In general, this panel belongs to one of the two panels in the closed cycle of solution and air flow. The fluids used in the present model include air and ethylene glycol or (CH2OH) 2, although their thermophysical properties are manually defined in the fluent. Ethylene glycol is a colorless, odorless, low volatility, low viscosity material whose properties are defined as temperature-dependent polynomials. Also, since hot and cold flows are not integrated in this heat exchanger, there is no need to use a multiphase flow module, and on the other hand, a separating plate is used as an interface.

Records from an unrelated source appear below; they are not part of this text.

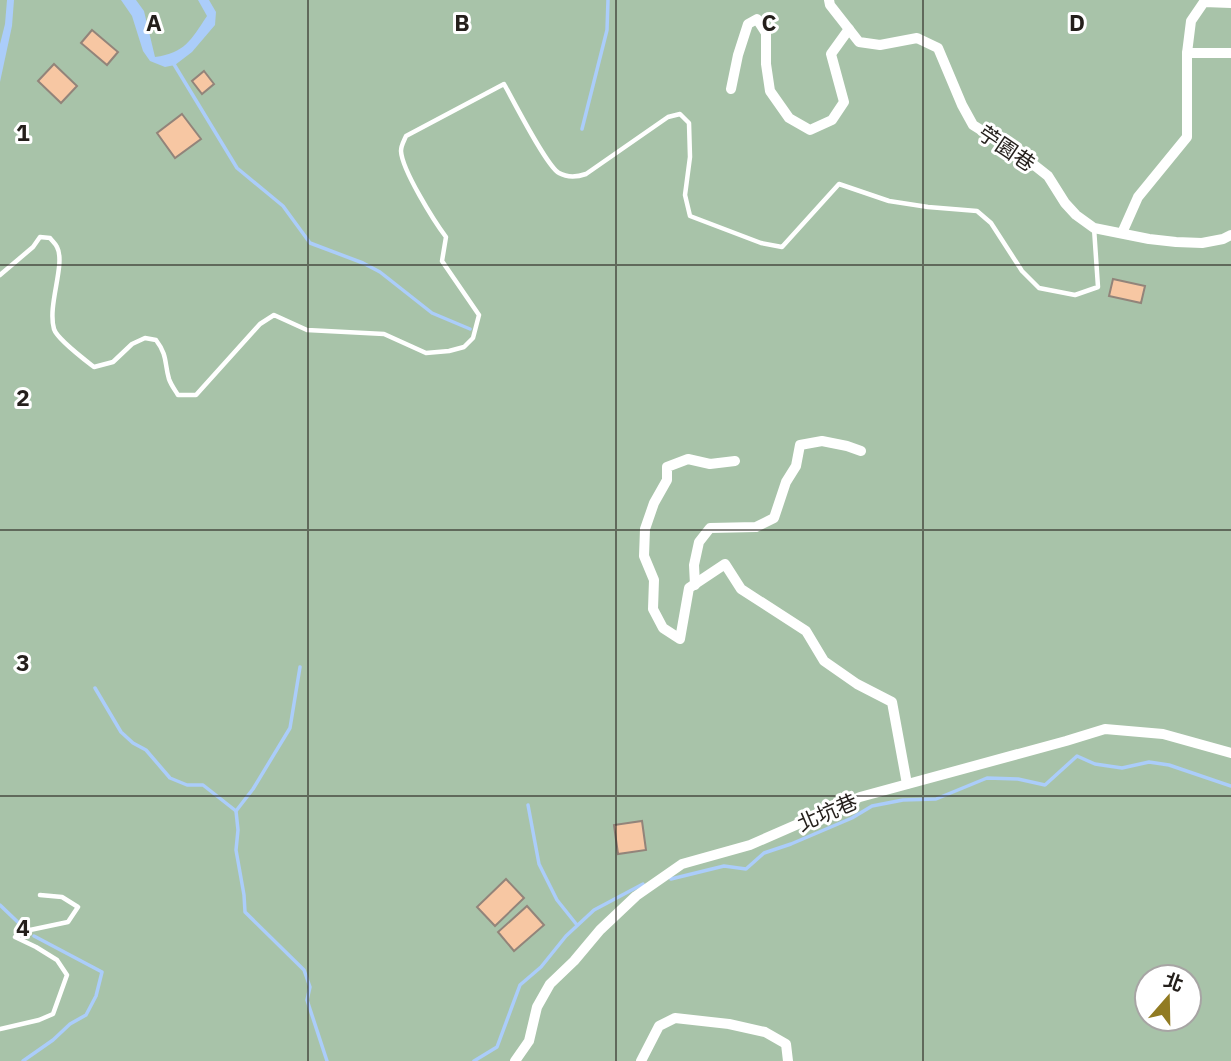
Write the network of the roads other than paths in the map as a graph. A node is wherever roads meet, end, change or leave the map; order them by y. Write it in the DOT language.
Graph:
graph roads {
  1 [pos="828,0"];
  2 [pos="1231,3"];
  3 [pos="849,29"];
  4 [pos="1187,53"];
  5 [pos="1231,53"];
  6 [pos="730,89"];
  7 [pos="1094,228"];
  8 [pos="1122,233"];
  9 [pos="1231,235"];
  10 [pos="0,275"];
  11 [pos="861,451"];
  12 [pos="735,461"];
  13 [pos="695,584"];
  14 [pos="1231,753"];
  15 [pos="907,784"];
  16 [pos="40,895"];
  17 [pos="0,1029"];
  18 [pos="515,1061"];
  19 [pos="641,1061"];
  20 [pos="788,1061"];
  1 -- 3 [label="street, 苧園巷"];
  2 -- 4 [label="street"];
  3 -- 6 [label="street"];
  3 -- 7 [label="street, 苧園巷"];
  4 -- 5 [label="street"];
  4 -- 8 [label="street"];
  7 -- 8 [label="street"];
  7 -- 10 [label="lane"];
  8 -- 9 [label="street"];
  11 -- 13 [label="street"];
  12 -- 13 [label="street"];
  13 -- 15 [label="street"];
  14 -- 15 [label="street, 北坑巷"];
  15 -- 18 [label="street, 北坑巷"];
  16 -- 17 [label="lane"];
  19 -- 20 [label="street"];
}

The dissolved fluid in the model has a temperature higher than the air flow and therefore the purpose of the problem is to cool the hot air flow outlet. The general purpose of the present problem is to study the fluid behavior and heat transfer of the flows and to investigate the performance efficiency of the heat exchanger.
Geometry & Mesh
The geometry of the present model is designed in three dimensions using Design Modeler software. The present model belongs to a heat exchanger panel with two flow paths; So that on the one hand, the flow of hot dissolved fluid and on the other hand, the flow of cold air move in the opposite direction. Exterior walls also act as insulation. The dimensions of the heat exchanger are 1 m * 0.5 m, from which the air flow enters and exits from a width of 0.5 m; While the flow of solution enters and exits from sections with a length of 0.1 m from the length of the heat exchanger.
Therefore, the ratio of the length of the inlet or outlet of the solution flow to the total length of the heat exchanger is 0.1. The following figure 1 shows a view of the geometry.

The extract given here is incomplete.